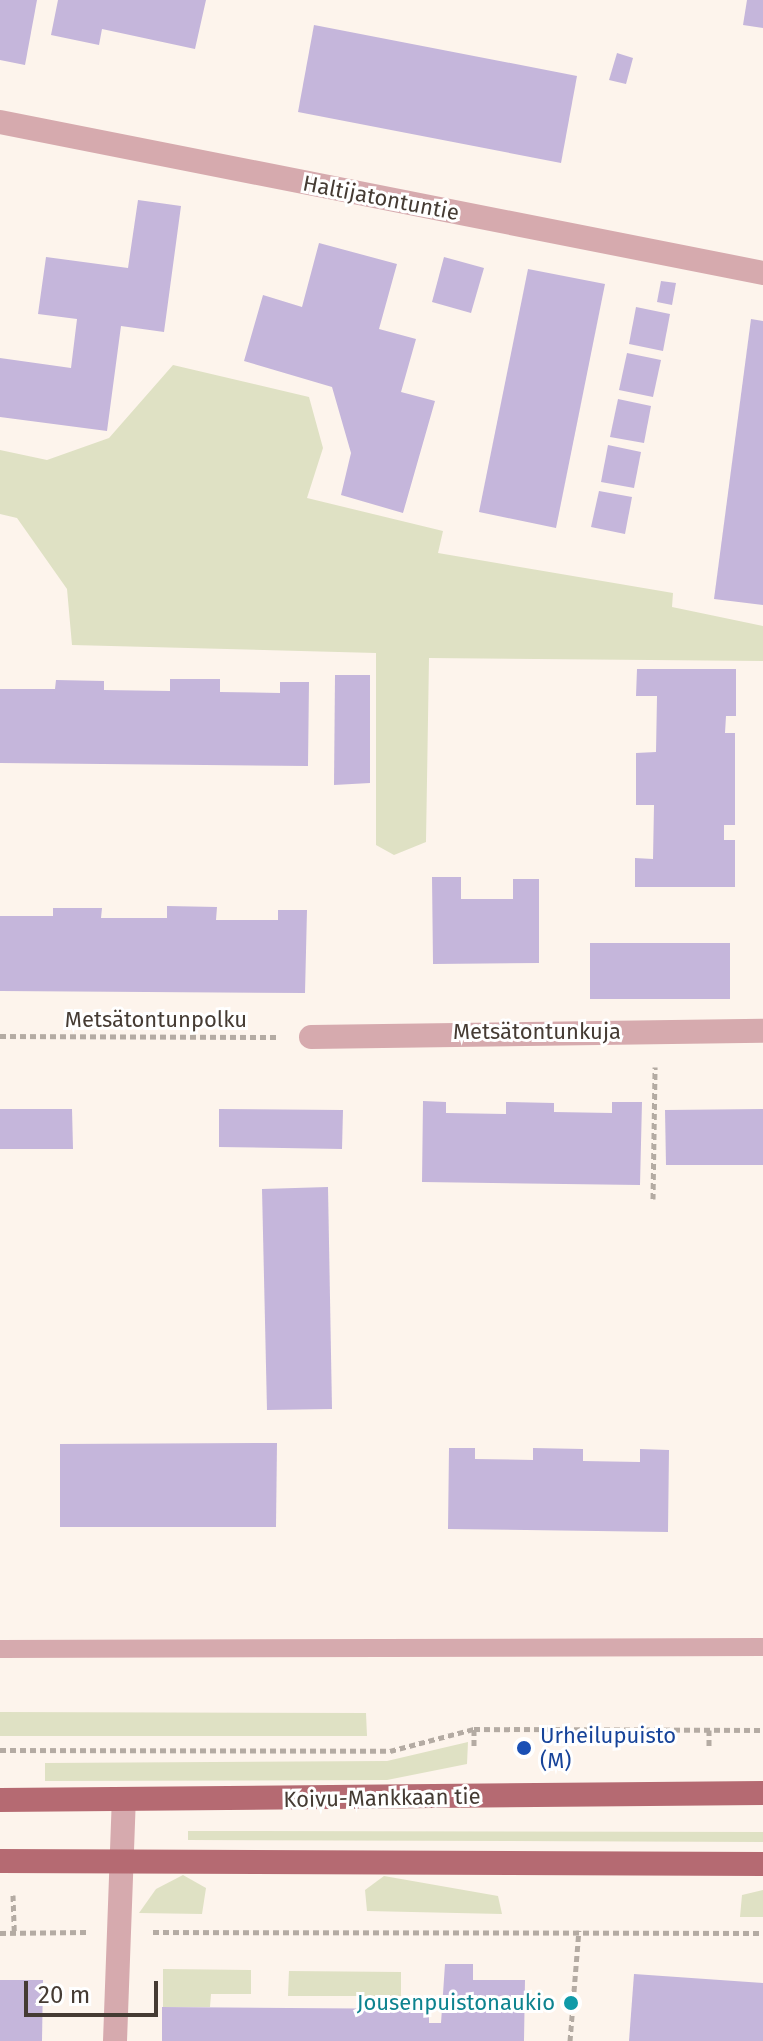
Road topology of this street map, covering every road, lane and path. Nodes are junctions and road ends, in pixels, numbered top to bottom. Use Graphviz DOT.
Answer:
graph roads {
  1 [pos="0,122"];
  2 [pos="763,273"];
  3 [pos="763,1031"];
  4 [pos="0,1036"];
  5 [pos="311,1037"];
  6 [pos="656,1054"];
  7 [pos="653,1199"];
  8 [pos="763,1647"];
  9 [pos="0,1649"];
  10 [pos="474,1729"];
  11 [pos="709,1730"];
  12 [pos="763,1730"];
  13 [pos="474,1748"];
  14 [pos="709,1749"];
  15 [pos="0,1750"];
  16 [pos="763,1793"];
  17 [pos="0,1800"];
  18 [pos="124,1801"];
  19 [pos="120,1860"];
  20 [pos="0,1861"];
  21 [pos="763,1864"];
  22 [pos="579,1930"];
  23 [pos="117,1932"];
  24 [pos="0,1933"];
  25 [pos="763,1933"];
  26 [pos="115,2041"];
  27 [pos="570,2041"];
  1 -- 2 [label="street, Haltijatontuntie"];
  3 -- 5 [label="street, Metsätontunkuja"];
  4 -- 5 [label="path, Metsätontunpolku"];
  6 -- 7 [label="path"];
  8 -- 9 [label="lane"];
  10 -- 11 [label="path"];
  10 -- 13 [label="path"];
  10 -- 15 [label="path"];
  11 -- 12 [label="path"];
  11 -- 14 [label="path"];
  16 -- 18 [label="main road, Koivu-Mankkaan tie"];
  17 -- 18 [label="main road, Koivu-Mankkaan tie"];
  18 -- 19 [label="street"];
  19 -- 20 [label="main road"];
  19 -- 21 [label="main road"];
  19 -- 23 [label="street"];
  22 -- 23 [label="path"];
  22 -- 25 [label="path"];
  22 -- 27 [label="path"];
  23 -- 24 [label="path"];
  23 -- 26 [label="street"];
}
┄┄┄┄┄┄┄┄┄┄┄┄┄┄┄┄┄┄┄┄
EXERCISE: Reproduce all of the records above exactly, but exclude the pictures.

RESPONSE FOR THIS EXERCISE:
Road topology of this street map, covering every road, lane and path. Nodes are junctions and road ends, in pixels, numbered top to bottom. Use Graphviz DOT.
Answer:
graph roads {
  1 [pos="0,122"];
  2 [pos="763,273"];
  3 [pos="763,1031"];
  4 [pos="0,1036"];
  5 [pos="311,1037"];
  6 [pos="656,1054"];
  7 [pos="653,1199"];
  8 [pos="763,1647"];
  9 [pos="0,1649"];
  10 [pos="474,1729"];
  11 [pos="709,1730"];
  12 [pos="763,1730"];
  13 [pos="474,1748"];
  14 [pos="709,1749"];
  15 [pos="0,1750"];
  16 [pos="763,1793"];
  17 [pos="0,1800"];
  18 [pos="124,1801"];
  19 [pos="120,1860"];
  20 [pos="0,1861"];
  21 [pos="763,1864"];
  22 [pos="579,1930"];
  23 [pos="117,1932"];
  24 [pos="0,1933"];
  25 [pos="763,1933"];
  26 [pos="115,2041"];
  27 [pos="570,2041"];
  1 -- 2 [label="street, Haltijatontuntie"];
  3 -- 5 [label="street, Metsätontunkuja"];
  4 -- 5 [label="path, Metsätontunpolku"];
  6 -- 7 [label="path"];
  8 -- 9 [label="lane"];
  10 -- 11 [label="path"];
  10 -- 13 [label="path"];
  10 -- 15 [label="path"];
  11 -- 12 [label="path"];
  11 -- 14 [label="path"];
  16 -- 18 [label="main road, Koivu-Mankkaan tie"];
  17 -- 18 [label="main road, Koivu-Mankkaan tie"];
  18 -- 19 [label="street"];
  19 -- 20 [label="main road"];
  19 -- 21 [label="main road"];
  19 -- 23 [label="street"];
  22 -- 23 [label="path"];
  22 -- 25 [label="path"];
  22 -- 27 [label="path"];
  23 -- 24 [label="path"];
  23 -- 26 [label="street"];
}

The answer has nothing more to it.